TASK ITEM -
What is the number of lines in the listing that contain "Ligao"? Give that number only.

────

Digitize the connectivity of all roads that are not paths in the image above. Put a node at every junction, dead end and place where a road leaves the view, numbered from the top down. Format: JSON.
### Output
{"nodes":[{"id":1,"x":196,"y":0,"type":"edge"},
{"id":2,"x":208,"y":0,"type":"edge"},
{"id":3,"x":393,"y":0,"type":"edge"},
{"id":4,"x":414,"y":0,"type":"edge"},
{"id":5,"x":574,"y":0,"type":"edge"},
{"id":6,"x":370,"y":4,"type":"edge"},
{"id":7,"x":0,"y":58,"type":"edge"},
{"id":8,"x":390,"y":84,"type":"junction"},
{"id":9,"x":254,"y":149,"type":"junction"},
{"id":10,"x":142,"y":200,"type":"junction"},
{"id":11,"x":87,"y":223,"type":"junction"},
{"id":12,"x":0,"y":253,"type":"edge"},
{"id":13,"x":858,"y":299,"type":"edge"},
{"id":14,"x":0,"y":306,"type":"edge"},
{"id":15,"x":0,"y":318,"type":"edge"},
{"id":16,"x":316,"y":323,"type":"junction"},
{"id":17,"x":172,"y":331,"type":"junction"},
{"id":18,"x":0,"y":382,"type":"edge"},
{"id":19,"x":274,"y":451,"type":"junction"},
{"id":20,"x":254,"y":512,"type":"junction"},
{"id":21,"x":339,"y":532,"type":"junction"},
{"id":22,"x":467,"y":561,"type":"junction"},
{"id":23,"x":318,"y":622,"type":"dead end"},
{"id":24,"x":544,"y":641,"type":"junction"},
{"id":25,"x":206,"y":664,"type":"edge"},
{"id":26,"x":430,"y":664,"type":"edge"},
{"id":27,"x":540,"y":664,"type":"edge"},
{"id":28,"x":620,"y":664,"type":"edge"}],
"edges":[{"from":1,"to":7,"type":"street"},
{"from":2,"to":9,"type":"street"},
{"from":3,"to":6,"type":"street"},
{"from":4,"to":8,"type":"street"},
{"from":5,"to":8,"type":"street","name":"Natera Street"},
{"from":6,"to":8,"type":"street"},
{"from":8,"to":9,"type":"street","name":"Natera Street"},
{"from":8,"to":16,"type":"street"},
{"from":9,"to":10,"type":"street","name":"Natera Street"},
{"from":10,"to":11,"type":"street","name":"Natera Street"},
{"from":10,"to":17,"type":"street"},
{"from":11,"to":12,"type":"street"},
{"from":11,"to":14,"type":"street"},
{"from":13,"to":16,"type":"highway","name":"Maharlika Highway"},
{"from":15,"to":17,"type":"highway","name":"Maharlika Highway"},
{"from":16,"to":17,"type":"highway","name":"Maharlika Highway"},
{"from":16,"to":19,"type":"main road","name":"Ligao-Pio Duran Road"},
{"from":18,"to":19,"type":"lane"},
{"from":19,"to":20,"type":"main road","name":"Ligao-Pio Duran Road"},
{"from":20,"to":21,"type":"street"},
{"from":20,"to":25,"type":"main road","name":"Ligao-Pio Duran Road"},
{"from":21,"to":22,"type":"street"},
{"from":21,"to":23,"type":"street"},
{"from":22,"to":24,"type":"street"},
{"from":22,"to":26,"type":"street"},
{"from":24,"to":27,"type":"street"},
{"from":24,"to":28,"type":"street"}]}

────

SOLUTION -
3